Brasil despenca em ranking global de competitividade
Mesmo com desemprego baixo, país perde posições e enfrenta dificuldades para atrair investimentos e ampliar o crescimento econômico
Reprodução A perda de espaço do Brasil no cenário internacional acendeu um alerta para a capacidade do país de atrair investimentos, empresas e novos negócios. No ranking mundial de competitividade de 2026, o país caiu da 58ª para a 65ª posição entre 70 economias analisadas no levantamento da IMD World Competitiveness Center.
O levantamento avalia cerca de 300 indicadores, incluindo aspectos como qualidade da educação, custo de capital, desempenho dos governos e eficiência das empresas.
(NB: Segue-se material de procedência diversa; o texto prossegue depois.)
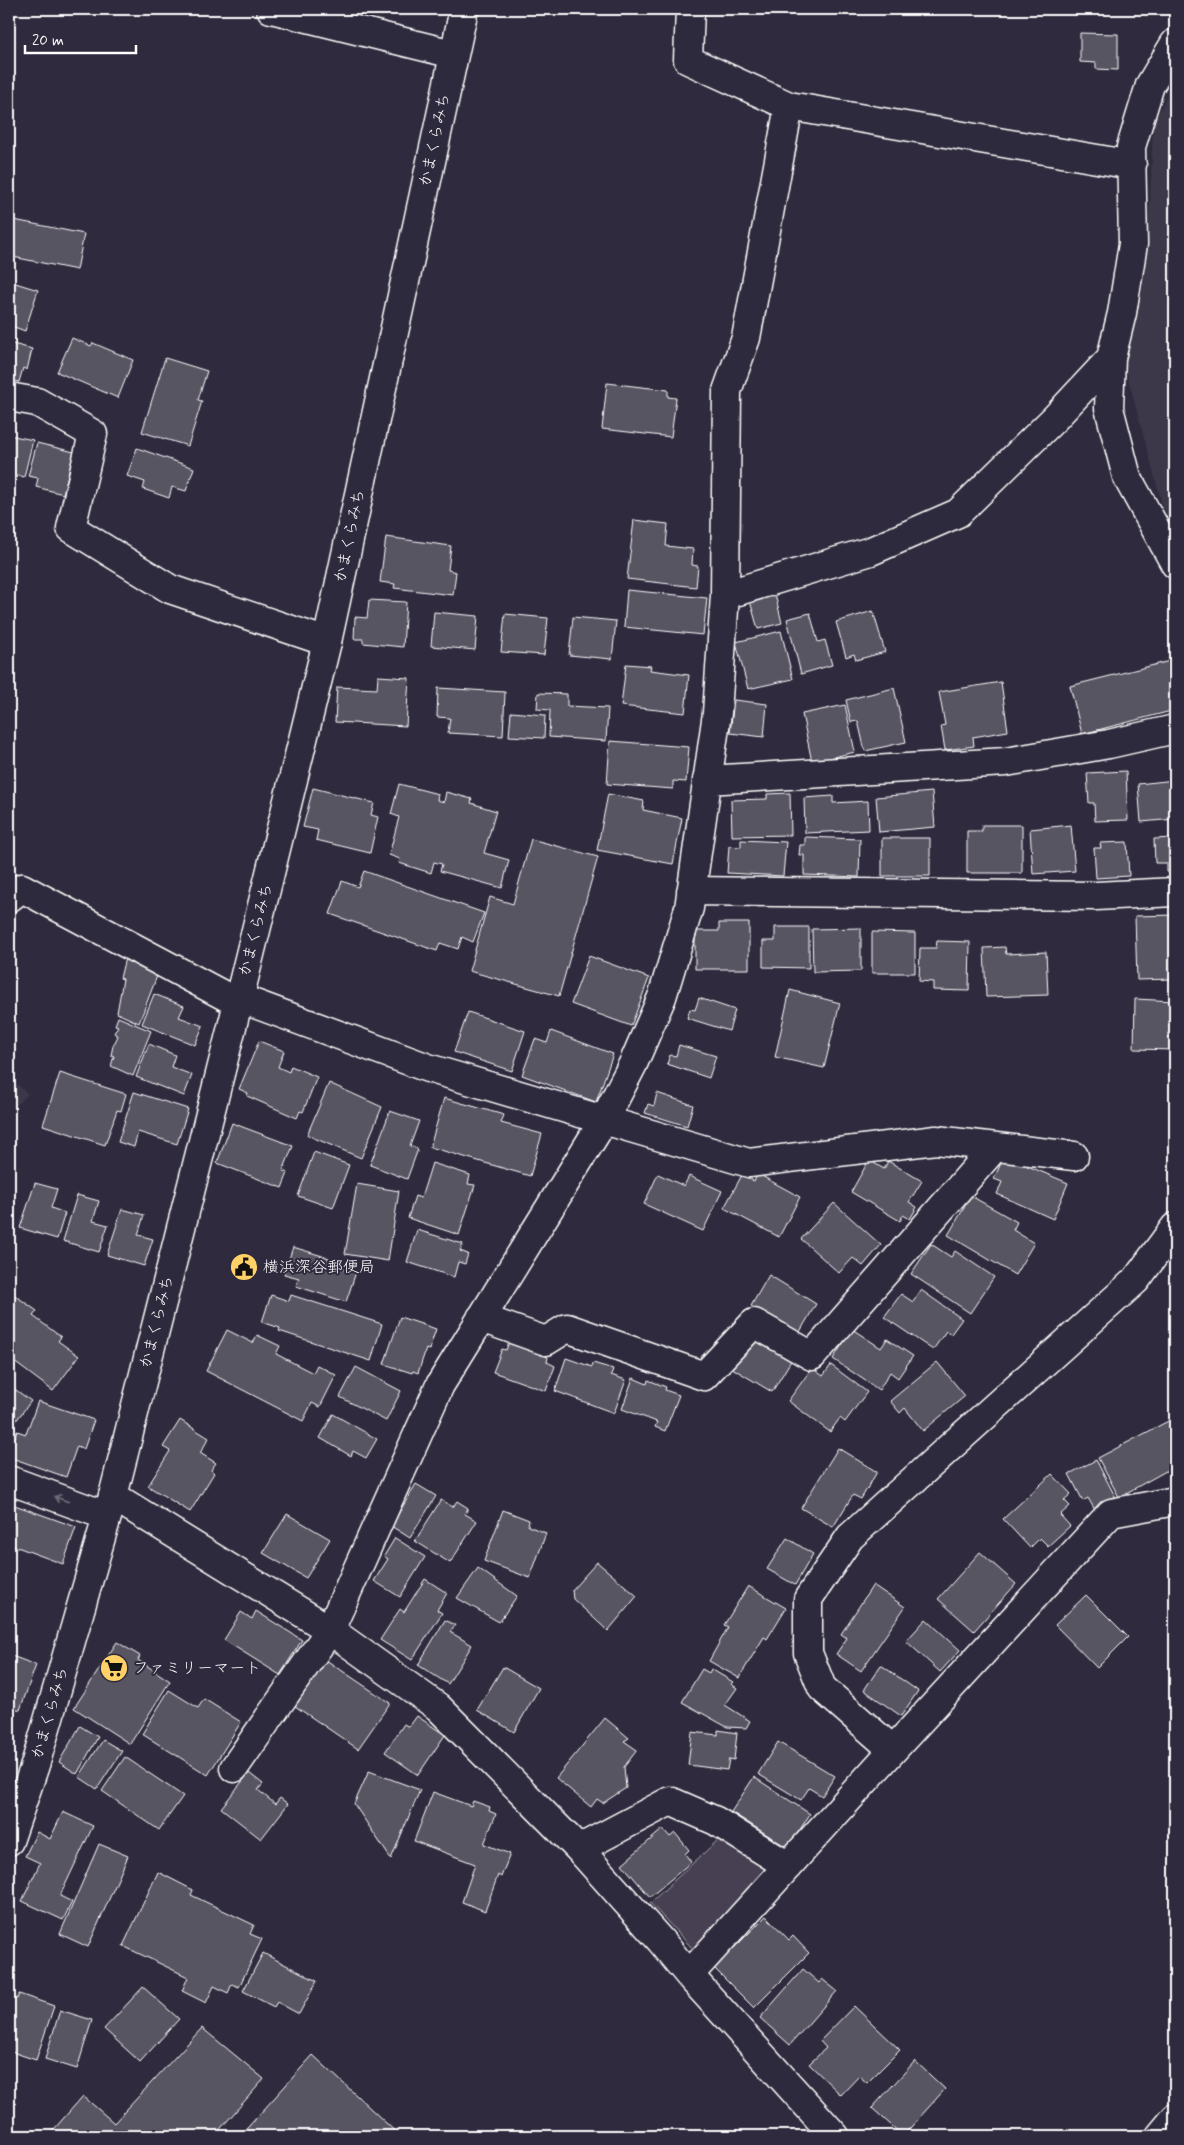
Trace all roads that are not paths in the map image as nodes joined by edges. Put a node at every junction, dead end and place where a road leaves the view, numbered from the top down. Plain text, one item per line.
1 (271, 9) edge
2 (464, 9) edge
3 (690, 9) edge
4 (1175, 42) edge
5 (453, 54) junction
6 (789, 106) junction
7 (1132, 164) junction
8 (1111, 358) junction
9 (9, 396) edge
10 (1175, 564) edge
11 (725, 595) junction
12 (327, 642) junction
13 (1175, 729) edge
14 (707, 780) junction
15 (691, 891) junction
16 (1175, 892) edge
17 (9, 898) edge
18 (239, 1001) junction
19 (604, 1120) junction
20 (995, 1147) junction
21 (1074, 1156) dead end
22 (1175, 1227) edge
23 (481, 1318) junction
24 (9, 1480) edge
25 (1175, 1501) edge
26 (110, 1506) junction
27 (330, 1630) junction
28 (893, 1750) junction
29 (234, 1768) dead end
30 (9, 1841) edge
31 (579, 1849) junction
32 (788, 1866) junction
33 (689, 1976) junction
34 (1175, 2118) edge
35 (835, 2136) edge
36 (1160, 2136) edge

1 - 5 street
2 - 5 street, かまくらみち
3 - 6 street
4 - 7 street
5 - 12 street, かまくらみち
6 - 7 street
6 - 11 street
7 - 8 street
8 - 10 street
8 - 11 street
9 - 12 street
11 - 14 street
12 - 18 street, かまくらみち
13 - 14 street
14 - 15 street
15 - 16 street
15 - 19 street
17 - 18 street
18 - 19 street
18 - 26 street, かまくらみち
19 - 20 street
19 - 23 street
20 - 21 street
20 - 23 street
22 - 28 street
23 - 27 street
26 -> 24 street
25 - 28 street
26 - 27 street
26 - 30 street, かまくらみち
27 - 29 street
27 - 31 street
28 - 32 street
31 - 32 street
31 - 33 street
32 - 33 street
33 - 35 street
34 - 36 street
O resultado mostra que o aquecimento do mercado de trabalho, por si só, não tem sido suficiente para melhorar a posição brasileira no cenário global.
Educação e crédito pesam contra o país
Entre os principais fatores que limitam a competitividade nacional estão a baixa qualidade da educação, o alto custo do capital e a dificuldade para criar um ambiente favorável aos investimentos de longo prazo.
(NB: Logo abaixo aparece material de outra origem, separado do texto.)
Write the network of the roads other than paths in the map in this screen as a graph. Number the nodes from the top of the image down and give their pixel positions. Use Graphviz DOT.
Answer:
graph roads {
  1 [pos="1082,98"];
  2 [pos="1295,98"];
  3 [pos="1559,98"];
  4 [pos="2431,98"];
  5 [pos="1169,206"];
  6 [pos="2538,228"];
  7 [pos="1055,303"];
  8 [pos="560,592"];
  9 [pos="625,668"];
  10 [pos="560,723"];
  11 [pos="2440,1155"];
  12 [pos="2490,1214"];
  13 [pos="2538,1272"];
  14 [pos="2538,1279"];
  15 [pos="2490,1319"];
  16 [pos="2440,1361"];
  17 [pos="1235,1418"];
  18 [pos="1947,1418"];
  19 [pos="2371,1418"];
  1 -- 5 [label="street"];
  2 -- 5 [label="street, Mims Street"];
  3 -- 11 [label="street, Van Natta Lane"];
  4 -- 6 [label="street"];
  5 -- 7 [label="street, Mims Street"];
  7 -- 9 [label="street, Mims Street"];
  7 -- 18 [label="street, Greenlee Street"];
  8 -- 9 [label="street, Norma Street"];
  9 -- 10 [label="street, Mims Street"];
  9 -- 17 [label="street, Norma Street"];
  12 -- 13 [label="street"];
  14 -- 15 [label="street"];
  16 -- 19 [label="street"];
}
As economias mais bem colocadas no ranking, como Singapura, Hong Kong, Suíça, Taiwan e Emirados Árabes Unidos, compartilham características semelhantes, entre elas forte investimento em tecnologia, inovação e formação educacional, além de condições mais favoráveis para o financiamento de empresas.
O Brasil aparece próximo das últimas posições da lista, atrás de países como Gana e Eslováquia, e ao lado de nações como México, Botsuana, Mongólia, Nigéria, Namíbia e Venezuela.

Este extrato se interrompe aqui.